About this task » Please state how many lines of the material contain "Apel", giving nothing but the number.
****************************************
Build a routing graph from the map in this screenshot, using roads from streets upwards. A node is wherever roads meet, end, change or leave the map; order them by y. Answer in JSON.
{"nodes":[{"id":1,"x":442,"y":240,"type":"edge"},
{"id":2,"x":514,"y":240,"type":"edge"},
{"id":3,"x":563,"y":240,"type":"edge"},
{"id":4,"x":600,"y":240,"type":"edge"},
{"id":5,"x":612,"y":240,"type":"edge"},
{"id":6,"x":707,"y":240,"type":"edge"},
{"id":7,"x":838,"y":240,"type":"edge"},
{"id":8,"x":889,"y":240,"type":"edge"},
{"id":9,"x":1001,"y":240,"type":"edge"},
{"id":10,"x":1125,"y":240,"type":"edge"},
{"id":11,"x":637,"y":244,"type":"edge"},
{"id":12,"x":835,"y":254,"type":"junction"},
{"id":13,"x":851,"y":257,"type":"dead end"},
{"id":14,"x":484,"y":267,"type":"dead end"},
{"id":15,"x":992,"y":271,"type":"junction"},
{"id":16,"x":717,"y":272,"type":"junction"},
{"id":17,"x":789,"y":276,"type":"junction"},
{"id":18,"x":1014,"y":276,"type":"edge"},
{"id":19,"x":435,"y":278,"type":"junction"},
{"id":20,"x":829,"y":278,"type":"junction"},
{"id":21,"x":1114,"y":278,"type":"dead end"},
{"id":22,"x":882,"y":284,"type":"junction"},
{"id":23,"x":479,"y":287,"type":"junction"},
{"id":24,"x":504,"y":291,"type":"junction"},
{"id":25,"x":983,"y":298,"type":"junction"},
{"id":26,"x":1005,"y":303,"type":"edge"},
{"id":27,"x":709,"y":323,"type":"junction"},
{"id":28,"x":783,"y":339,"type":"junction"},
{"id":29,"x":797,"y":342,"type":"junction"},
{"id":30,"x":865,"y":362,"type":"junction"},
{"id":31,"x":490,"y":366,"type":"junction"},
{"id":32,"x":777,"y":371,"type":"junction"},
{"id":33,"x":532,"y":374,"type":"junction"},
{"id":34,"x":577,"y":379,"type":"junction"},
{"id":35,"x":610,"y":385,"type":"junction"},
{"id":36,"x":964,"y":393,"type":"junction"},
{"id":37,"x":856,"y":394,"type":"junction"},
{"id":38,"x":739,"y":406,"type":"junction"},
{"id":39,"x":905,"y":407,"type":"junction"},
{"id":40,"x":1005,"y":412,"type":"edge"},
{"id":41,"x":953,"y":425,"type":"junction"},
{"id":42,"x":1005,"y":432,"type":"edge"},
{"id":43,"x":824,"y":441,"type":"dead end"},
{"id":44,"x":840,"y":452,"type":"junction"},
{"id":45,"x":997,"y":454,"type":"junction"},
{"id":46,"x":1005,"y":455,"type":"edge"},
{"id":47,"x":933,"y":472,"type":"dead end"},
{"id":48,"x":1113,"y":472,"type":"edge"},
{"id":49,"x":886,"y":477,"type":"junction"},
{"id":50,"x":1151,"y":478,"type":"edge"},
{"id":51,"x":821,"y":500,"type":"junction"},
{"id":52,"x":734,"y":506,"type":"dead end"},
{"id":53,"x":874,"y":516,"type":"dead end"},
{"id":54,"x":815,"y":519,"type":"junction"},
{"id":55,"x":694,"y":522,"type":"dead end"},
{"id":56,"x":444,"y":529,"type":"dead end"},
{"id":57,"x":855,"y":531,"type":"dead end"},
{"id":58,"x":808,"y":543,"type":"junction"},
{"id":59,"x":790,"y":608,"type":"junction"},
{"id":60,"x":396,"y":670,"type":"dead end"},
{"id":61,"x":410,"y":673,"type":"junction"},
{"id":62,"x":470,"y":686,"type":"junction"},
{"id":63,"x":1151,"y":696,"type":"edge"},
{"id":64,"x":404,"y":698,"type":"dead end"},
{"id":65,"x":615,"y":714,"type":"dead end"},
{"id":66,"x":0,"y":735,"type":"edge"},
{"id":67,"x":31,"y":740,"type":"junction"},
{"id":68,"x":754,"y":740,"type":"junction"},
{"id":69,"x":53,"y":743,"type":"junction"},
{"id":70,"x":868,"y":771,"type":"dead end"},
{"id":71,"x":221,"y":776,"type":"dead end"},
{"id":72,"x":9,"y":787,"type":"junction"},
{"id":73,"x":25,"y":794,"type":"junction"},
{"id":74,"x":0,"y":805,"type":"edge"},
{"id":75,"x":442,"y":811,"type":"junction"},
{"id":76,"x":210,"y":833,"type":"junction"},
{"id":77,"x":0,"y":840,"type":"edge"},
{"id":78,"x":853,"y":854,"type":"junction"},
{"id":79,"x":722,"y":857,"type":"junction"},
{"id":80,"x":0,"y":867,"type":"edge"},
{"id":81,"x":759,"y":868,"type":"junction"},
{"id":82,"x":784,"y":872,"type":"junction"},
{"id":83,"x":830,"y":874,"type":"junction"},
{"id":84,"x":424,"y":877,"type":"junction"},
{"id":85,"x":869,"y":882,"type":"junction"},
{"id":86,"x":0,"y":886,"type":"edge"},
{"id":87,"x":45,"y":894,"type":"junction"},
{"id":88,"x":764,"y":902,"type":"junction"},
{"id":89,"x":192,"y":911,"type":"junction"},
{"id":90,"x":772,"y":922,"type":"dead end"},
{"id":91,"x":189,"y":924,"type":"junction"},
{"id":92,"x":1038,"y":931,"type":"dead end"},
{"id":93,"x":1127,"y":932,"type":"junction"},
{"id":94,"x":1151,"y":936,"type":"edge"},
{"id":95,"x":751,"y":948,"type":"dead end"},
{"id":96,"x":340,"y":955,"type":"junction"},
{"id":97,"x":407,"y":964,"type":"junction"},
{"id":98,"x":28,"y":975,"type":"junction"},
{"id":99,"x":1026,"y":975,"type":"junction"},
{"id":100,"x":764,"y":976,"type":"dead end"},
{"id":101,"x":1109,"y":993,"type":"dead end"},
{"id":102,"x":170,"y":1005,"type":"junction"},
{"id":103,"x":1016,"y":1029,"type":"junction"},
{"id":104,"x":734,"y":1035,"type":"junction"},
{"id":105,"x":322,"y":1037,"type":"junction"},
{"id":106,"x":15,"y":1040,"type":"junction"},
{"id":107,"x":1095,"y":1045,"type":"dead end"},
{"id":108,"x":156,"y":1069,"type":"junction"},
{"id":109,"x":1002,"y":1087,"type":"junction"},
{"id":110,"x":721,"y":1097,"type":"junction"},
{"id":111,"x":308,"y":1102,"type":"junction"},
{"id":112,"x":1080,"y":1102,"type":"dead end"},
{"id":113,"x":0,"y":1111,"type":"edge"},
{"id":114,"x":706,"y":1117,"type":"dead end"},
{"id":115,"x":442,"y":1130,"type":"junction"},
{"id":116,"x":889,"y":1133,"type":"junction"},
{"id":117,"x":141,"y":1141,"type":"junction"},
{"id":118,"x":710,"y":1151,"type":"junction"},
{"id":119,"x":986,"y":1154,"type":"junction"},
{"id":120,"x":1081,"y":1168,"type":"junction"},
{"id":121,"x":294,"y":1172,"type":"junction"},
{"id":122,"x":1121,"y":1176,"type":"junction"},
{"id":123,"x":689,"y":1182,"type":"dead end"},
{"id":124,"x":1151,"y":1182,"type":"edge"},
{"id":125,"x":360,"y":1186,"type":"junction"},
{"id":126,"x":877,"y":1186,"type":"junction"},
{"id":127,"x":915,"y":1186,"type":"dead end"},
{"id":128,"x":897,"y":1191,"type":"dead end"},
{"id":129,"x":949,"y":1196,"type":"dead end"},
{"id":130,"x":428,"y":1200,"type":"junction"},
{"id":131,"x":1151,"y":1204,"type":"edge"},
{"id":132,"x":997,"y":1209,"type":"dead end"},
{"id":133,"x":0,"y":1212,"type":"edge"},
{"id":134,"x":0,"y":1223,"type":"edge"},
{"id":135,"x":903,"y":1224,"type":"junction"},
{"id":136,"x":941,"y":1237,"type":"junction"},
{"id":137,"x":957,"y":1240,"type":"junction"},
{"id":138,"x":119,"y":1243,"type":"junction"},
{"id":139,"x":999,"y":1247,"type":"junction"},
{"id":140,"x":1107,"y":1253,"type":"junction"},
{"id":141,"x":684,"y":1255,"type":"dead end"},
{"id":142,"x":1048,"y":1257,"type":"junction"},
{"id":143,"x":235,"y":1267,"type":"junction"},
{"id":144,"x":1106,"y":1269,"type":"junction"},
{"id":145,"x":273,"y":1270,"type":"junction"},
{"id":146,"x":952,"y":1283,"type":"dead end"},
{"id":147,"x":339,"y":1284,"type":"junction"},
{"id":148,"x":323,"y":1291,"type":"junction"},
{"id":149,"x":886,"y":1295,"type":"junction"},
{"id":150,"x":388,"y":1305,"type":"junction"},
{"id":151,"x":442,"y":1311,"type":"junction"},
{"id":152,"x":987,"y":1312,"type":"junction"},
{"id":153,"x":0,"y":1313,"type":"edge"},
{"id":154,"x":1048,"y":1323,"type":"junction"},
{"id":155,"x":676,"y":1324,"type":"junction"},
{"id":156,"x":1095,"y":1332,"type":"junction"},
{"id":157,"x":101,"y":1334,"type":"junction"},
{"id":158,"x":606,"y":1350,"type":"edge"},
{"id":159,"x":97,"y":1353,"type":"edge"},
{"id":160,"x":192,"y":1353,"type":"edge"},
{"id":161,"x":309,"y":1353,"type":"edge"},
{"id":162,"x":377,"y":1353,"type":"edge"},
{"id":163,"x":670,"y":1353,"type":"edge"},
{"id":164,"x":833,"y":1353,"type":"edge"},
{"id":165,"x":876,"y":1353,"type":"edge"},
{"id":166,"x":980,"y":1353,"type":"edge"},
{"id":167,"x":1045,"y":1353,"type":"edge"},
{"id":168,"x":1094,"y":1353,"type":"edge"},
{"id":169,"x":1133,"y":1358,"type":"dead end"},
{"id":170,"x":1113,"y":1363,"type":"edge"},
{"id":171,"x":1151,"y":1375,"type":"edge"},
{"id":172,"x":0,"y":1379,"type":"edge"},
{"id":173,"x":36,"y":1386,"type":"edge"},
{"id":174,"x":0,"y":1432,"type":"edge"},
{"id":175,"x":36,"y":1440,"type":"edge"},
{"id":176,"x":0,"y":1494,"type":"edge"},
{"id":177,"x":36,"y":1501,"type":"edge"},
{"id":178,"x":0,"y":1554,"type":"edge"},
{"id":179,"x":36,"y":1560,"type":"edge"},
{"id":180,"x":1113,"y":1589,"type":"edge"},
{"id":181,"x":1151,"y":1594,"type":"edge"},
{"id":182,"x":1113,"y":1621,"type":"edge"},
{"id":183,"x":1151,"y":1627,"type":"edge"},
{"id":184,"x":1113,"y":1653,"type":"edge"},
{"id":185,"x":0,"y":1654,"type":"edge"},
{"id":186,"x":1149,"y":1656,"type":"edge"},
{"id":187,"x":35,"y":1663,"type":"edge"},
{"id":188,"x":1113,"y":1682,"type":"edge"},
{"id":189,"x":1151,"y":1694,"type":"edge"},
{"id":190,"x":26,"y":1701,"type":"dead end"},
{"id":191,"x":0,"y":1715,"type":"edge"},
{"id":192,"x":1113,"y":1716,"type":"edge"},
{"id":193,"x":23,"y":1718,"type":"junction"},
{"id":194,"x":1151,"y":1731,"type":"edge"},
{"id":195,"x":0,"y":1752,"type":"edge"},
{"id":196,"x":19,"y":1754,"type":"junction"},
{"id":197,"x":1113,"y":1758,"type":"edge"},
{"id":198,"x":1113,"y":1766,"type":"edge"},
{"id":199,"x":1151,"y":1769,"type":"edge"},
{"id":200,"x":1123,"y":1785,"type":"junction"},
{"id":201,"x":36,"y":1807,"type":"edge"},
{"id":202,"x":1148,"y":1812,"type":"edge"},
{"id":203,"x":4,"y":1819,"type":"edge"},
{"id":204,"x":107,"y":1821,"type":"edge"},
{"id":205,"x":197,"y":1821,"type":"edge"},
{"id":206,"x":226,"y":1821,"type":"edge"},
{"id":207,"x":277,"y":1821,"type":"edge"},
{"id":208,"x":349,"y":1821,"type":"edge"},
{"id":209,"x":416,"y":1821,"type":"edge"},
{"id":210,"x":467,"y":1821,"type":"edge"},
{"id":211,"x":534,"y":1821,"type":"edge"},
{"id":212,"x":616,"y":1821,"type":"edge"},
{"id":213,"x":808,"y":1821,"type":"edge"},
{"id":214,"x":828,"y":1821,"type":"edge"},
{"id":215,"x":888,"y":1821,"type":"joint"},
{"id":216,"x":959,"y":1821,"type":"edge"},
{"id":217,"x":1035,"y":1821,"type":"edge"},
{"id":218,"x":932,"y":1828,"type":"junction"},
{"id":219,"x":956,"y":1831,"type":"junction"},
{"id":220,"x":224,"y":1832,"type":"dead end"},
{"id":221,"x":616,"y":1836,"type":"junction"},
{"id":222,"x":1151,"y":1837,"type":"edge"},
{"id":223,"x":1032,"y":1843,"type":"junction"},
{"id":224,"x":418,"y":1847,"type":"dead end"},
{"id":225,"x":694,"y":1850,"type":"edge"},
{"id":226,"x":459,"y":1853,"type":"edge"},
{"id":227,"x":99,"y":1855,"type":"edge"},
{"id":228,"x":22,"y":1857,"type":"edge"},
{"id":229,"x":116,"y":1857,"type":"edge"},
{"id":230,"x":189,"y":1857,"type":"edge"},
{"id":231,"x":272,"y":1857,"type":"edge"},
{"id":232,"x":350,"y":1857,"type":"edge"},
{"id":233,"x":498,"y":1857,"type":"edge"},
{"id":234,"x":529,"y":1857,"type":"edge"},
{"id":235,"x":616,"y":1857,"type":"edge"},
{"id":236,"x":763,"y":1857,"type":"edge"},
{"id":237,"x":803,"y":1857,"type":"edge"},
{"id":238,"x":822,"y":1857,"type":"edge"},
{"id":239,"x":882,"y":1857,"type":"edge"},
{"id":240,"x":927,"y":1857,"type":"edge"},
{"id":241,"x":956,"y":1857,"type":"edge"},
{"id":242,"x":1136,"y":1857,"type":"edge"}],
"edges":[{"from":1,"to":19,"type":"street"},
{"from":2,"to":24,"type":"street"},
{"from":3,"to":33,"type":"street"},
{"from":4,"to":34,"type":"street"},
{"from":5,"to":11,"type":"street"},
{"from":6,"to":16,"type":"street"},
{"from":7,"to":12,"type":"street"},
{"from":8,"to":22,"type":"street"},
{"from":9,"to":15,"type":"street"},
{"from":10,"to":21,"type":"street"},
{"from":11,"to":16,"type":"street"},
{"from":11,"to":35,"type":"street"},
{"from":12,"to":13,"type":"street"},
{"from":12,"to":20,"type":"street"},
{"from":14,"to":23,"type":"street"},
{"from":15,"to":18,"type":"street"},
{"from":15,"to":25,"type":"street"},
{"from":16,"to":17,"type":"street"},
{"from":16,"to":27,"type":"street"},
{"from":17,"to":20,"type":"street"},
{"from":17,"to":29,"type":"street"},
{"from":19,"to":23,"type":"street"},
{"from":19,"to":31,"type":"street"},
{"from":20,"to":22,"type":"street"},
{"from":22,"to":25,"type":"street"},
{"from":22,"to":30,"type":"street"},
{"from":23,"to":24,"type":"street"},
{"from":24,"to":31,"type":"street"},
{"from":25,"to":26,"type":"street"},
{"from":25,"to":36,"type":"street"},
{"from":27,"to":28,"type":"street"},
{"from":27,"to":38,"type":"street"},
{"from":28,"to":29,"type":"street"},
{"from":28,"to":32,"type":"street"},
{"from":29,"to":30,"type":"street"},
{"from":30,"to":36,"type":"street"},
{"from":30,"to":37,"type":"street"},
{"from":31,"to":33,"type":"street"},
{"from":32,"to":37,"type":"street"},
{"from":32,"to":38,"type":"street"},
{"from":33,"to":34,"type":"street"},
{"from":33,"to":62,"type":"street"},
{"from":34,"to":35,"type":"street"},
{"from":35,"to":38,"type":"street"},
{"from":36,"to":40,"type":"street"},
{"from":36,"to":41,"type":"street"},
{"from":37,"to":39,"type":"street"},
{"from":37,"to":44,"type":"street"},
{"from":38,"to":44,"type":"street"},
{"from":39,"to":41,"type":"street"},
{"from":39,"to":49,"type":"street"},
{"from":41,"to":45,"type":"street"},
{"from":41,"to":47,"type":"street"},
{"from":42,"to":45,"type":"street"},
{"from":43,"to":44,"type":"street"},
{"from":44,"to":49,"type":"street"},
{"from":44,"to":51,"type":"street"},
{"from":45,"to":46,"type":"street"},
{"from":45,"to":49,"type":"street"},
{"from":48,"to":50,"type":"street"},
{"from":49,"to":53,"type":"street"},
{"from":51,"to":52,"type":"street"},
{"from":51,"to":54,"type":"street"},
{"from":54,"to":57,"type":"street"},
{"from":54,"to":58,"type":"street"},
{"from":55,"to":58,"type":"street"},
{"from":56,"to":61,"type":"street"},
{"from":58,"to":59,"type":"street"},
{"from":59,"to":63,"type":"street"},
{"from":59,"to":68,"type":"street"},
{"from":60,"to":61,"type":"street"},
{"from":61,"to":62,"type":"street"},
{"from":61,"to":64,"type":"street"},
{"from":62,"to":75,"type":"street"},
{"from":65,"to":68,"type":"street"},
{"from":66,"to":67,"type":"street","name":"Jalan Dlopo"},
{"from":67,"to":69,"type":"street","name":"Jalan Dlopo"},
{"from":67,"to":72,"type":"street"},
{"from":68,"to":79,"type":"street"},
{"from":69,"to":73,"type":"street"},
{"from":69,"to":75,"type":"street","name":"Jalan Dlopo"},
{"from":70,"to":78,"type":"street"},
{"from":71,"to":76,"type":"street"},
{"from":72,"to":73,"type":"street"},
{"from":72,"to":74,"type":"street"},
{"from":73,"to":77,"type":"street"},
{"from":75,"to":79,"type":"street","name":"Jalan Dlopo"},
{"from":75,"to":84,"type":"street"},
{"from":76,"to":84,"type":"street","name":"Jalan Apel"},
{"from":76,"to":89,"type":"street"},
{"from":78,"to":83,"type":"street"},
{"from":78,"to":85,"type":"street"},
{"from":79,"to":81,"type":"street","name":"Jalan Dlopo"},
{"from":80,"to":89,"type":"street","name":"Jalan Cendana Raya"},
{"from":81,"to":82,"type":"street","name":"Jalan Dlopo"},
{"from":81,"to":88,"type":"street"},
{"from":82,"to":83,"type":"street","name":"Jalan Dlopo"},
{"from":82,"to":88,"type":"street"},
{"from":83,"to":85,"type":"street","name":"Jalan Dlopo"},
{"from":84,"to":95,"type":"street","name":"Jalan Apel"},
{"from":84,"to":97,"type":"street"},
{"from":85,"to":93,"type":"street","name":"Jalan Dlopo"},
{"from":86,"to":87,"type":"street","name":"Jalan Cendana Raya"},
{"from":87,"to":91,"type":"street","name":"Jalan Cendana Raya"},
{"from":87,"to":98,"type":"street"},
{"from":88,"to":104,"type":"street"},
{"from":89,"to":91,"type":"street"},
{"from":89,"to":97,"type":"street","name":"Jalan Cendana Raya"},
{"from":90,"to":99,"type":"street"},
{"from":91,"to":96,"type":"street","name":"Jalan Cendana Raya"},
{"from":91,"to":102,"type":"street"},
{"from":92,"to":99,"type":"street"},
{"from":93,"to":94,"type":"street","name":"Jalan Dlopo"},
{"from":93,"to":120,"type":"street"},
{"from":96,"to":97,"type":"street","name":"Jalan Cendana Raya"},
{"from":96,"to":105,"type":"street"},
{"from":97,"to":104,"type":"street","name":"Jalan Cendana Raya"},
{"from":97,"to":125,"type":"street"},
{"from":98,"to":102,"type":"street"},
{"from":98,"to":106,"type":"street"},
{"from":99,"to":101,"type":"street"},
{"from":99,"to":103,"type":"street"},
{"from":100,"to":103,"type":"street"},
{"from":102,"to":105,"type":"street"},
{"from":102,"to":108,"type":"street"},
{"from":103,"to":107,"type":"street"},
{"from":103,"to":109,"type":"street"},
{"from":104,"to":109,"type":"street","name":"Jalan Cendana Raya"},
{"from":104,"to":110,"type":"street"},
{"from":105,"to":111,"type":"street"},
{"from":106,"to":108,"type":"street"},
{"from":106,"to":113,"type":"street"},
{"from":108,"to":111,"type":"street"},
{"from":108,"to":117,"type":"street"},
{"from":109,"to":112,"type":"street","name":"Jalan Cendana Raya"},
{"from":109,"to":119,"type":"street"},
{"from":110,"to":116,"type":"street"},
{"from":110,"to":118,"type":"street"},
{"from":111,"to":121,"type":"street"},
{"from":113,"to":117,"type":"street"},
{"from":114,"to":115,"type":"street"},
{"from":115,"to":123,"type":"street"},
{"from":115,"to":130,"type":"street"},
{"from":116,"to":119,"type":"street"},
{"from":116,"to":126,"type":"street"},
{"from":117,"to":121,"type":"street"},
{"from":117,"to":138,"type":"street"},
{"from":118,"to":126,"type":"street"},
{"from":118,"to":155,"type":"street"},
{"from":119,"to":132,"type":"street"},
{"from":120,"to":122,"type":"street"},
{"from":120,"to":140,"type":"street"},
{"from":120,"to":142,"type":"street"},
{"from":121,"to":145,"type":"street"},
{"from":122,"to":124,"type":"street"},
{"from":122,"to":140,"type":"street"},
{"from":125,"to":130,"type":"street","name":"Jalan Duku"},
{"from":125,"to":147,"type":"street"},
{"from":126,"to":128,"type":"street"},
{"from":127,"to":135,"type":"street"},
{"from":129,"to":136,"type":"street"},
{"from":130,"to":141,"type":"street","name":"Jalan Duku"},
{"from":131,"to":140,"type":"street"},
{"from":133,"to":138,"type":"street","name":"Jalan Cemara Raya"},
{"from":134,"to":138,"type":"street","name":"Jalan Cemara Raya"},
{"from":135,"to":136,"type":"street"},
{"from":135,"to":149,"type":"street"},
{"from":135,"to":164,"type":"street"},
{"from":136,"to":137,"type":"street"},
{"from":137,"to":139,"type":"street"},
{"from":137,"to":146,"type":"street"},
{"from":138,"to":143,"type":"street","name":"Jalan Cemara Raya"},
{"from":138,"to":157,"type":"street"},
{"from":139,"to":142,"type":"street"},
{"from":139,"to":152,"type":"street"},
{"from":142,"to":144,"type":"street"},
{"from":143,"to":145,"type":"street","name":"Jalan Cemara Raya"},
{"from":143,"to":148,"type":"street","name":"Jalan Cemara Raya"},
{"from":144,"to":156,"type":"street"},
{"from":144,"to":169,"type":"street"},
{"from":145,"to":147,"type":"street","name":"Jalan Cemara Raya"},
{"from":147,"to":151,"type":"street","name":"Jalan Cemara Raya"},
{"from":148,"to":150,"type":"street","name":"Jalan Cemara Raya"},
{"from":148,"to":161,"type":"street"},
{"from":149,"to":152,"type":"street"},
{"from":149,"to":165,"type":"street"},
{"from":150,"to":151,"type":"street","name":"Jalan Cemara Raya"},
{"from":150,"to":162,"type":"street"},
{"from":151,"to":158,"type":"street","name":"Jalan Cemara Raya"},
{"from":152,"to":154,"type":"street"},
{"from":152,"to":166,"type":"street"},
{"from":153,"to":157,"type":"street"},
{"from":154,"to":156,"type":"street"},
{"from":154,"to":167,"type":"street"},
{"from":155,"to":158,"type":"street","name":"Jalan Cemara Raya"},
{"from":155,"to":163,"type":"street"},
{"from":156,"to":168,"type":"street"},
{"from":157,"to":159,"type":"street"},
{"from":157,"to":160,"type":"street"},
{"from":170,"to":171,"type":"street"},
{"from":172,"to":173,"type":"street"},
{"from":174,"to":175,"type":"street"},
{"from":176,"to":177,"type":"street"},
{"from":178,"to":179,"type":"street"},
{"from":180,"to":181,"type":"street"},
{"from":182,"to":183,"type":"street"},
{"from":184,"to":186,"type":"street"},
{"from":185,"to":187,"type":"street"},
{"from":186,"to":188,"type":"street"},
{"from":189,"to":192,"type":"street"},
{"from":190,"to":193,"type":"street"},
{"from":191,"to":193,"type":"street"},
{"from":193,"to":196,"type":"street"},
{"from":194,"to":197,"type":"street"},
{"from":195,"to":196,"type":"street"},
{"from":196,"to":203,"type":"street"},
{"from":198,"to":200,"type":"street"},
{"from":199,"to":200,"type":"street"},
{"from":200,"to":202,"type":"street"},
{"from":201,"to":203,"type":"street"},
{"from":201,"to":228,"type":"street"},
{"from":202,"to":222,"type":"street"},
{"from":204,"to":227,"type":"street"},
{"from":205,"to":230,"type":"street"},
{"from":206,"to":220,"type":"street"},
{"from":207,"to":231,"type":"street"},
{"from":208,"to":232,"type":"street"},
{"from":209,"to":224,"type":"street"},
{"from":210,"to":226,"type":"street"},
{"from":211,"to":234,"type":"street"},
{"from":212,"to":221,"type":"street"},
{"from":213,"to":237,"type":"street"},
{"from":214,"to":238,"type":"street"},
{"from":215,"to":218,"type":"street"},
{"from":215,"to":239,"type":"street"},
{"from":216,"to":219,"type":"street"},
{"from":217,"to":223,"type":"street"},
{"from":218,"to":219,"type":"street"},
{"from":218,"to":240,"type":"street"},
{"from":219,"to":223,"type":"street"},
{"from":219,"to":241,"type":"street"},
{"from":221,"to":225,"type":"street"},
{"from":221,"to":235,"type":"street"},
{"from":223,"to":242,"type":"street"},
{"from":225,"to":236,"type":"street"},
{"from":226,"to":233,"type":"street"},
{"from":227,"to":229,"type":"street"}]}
****************************************
Problem solution » 2